Similarly, various proteases were tested during the deglycosylated digest analysis, because the trypsin alone resulted in the gap in sequence coverage around N322 site (QAHCN332VSK). A target searching for a non-reduced dimer or partially deglycosylated species did not yield any results. However, a combination of harsh denaturation conditions, using urea instead of RapiGest detergent, longer incubation times, addition of chymotrypsin, and replacing the glass sample vials with plastic ones for digest loading, allowed to detect the veritable deamidated peptide QAHCD332VSK eluting at 2 min of the 90-min gradient. Being a relatively hydrophilic peptide, it bound poorly to the RP C18 column, resulting in low peak intensity, insufficient for the routine glycan occupancy study. Therefore, the alternative digests were tested to obtain longer peptides covering N332 glycosite, for which the precursor ion intensity and the fragmentation efficiency could be ranked in the order of tryptic digest < combined [LysC + chymotrypsin] < LysC digests. The good quality of the MS/MS spectra was essential for the peptide identity confirmation and assigning the deamidated and non-modified peptide analogs, necessary for glycan occupancy calculations.

Based on the results of the digestion optimization, it was decided to proceed with a set of orthogonal digests for all routine Env sample analyses. Tryptic, chymotryptic, LysC, combined [LysC + chymotrypsin], and combined [tryptic + chymotryptic] digests were applied in parallel for the primary structure investigation, as each of the digests helped elucidate various portions of the sequence, complementing each other to provide better sequence coverage.
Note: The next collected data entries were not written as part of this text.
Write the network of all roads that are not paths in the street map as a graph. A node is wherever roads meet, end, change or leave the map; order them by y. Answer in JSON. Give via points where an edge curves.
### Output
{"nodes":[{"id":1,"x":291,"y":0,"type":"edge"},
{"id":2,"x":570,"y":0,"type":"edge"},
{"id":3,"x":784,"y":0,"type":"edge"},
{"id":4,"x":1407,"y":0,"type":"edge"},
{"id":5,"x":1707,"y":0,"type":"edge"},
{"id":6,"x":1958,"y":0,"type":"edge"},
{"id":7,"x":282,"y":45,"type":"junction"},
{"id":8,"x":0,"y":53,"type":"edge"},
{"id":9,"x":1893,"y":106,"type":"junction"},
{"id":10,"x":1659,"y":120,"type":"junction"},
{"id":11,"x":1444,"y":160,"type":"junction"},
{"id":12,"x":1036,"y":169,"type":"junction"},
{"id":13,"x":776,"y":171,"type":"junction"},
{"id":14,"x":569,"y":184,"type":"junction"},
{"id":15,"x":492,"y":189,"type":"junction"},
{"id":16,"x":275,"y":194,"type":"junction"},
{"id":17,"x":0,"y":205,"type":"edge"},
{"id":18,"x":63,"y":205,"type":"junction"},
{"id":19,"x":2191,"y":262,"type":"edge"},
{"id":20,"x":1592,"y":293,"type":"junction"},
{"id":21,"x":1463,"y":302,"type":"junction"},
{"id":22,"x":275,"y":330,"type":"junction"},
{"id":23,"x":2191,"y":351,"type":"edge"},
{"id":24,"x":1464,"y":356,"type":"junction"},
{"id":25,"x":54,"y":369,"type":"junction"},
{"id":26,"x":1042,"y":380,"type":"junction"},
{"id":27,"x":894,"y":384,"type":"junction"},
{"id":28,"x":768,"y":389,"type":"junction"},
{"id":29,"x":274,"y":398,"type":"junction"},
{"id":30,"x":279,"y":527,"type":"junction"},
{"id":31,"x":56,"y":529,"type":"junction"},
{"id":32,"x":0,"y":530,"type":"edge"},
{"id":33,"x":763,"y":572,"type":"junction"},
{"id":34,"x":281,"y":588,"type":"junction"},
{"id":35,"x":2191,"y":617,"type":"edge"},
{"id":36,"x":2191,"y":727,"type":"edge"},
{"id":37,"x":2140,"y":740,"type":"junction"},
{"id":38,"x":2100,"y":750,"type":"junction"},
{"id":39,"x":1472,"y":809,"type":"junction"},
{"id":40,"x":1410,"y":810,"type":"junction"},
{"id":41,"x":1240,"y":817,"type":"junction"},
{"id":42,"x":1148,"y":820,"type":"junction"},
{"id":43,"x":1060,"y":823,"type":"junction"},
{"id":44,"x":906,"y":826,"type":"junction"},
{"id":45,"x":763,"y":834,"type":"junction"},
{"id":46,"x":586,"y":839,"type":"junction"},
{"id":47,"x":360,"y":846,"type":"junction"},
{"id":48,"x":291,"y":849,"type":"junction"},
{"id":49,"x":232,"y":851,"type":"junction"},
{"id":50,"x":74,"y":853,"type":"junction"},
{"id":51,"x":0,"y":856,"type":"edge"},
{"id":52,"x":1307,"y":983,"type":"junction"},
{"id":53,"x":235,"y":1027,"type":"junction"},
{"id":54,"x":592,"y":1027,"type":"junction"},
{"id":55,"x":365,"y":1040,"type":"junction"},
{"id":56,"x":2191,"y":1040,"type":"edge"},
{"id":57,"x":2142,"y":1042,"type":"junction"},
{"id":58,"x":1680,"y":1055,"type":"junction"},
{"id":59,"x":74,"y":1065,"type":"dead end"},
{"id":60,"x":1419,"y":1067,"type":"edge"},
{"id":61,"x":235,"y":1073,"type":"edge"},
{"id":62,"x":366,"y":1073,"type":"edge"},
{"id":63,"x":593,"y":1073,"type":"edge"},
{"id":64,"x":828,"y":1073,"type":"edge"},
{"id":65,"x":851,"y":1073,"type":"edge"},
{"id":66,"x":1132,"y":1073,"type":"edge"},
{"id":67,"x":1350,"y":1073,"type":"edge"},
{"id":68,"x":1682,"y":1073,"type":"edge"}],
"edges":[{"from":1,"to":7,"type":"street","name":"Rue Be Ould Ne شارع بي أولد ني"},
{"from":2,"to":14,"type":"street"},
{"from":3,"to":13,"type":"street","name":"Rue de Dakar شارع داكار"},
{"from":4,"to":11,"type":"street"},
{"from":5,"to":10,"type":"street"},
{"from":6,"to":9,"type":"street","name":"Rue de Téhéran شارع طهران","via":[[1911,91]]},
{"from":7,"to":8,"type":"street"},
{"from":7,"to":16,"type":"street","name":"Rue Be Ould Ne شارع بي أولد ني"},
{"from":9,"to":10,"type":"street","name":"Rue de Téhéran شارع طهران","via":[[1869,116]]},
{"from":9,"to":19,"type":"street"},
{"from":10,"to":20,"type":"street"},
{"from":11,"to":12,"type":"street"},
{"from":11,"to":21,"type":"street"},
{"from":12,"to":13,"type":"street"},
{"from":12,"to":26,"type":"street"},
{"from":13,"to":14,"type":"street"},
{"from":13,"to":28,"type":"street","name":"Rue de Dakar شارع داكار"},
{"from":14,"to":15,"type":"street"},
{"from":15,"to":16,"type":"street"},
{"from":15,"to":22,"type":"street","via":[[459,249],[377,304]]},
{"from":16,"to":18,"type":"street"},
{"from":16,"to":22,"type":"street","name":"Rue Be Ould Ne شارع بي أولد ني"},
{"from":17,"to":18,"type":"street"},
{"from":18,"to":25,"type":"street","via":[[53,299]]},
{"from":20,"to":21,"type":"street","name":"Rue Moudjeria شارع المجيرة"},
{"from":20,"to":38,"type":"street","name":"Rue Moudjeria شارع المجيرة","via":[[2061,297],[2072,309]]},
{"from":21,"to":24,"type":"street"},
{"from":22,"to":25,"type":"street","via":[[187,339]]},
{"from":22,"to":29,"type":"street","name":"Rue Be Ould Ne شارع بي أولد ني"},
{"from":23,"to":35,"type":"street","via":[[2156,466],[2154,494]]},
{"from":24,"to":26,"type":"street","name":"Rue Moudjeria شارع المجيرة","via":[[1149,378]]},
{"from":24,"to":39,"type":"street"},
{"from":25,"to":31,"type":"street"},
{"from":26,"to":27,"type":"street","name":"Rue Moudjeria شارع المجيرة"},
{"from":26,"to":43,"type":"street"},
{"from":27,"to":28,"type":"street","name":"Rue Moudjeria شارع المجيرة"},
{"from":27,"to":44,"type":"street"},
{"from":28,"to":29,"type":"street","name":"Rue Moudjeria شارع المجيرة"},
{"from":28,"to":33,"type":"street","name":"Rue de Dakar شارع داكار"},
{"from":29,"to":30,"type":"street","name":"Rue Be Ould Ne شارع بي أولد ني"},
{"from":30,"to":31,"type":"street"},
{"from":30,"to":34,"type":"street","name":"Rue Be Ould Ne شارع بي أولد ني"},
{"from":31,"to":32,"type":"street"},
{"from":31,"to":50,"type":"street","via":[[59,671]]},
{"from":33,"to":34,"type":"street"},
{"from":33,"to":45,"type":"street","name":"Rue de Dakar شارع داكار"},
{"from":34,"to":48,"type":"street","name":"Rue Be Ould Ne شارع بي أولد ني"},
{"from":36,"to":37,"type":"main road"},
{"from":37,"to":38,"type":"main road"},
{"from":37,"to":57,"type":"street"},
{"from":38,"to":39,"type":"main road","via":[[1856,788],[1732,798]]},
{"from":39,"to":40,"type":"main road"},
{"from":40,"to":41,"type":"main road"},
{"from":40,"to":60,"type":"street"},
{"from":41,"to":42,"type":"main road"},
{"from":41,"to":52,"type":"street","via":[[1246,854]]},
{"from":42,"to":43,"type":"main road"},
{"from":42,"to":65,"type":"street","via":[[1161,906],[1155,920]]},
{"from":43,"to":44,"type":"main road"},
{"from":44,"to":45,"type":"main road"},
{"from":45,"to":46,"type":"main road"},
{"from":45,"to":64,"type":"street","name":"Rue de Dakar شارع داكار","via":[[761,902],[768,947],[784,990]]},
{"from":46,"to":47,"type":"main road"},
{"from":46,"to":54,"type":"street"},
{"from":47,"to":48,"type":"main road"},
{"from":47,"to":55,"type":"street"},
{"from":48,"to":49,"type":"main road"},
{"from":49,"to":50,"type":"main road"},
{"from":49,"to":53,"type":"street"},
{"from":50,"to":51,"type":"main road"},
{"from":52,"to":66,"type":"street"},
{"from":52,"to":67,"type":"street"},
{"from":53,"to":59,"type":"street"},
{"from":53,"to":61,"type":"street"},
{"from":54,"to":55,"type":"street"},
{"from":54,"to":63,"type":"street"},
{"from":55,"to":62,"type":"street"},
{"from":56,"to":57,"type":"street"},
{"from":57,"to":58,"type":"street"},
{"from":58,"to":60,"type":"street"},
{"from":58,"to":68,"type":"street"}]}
By using an overlay of two combined digests along with a LysC digest, 99% sequence coverage of Env was obtained.

Another example of the need for complementary digestion was assessment of the primary sequence, with LysC protease predicted to work best based on the structural feature of the C-terminus of gp120 subunit. When cleaved successfully by furin, Env precursor forms gp120 and gp41 subunits connected via disulfide bond. This characteristic Env cleavage is necessary for Env membrane fusion during infection of the cell. The furin recognition site of BG505SOSIP.664 construct was mutated to form polybasic (RRRRRR) linker at the C-terminus of gp120 subunit (Figure 2a) in order to improve Env cleavage efficiency. One important goal of the LC-MS/MS analysis, therefore, was to confirm the engineered design to ensure the efficient Env precursor cleavage, and identify possible uncleaved species. The exact furin cleavage site of gp120 was characterized by the complementary LysC, chymotryptic, or the mixture [LysC + chymotrypsin] digests. To capture possible fused gp120-gp41 fragment, the data were searched against the individual subunits as well as non-cleaved string of subunits. Based on peptide mapping evaluation using the LysC digest, the ratio of the N-terminal peptide of gp41 to the peptide product of the fused (gp120-gp41) precursor was about 4:1 (Figure 2a), suggesting that the major furin proteolytic cleavage was achieved. At the same time, the peptide mapping approach was never designed for the accurate estimation of the Env cleavage, due to the expected large difference in the ionization efficiencies of these peptides. However, this approximate ratio was still reported, since it was aligned with the previously reported results of the MS analysis of the intact protein and the subsequently developed RPLC-UV method for quantitative monitoring of the Env integrity. The MS/MS spectrum of the peptide resulting from the fused subunit structure displayed high percentage of the ion fragments and good mass accuracy (SI S1a, S2), allowing unambiguous assignment of this component.

Figure 2
figure 2

LysC digest enables detection of (a) partially uncleaved [gp120 + gp41] Env species, (b) truncated furin site. Upon furin cleavage, out of 6 possible Arg, either one Arg or no Arg are left at the C-terminus of gp120 subunit

It was shown that upon furin cleavage, the C-terminus of gp120 is presented as a mixture of the components with 1 terminal Arg and 0 Arg residues only left from the original RRRRRR string (Figure 2b). The detailed structure characterization related to this cleavage site will be discussed in a separate manuscript in preparation. The MS/MS spectra were used to confirm the identity of all species found (SI 1b), in addition to the mass accuracy filters and the relevant retention time range (Figure 2b).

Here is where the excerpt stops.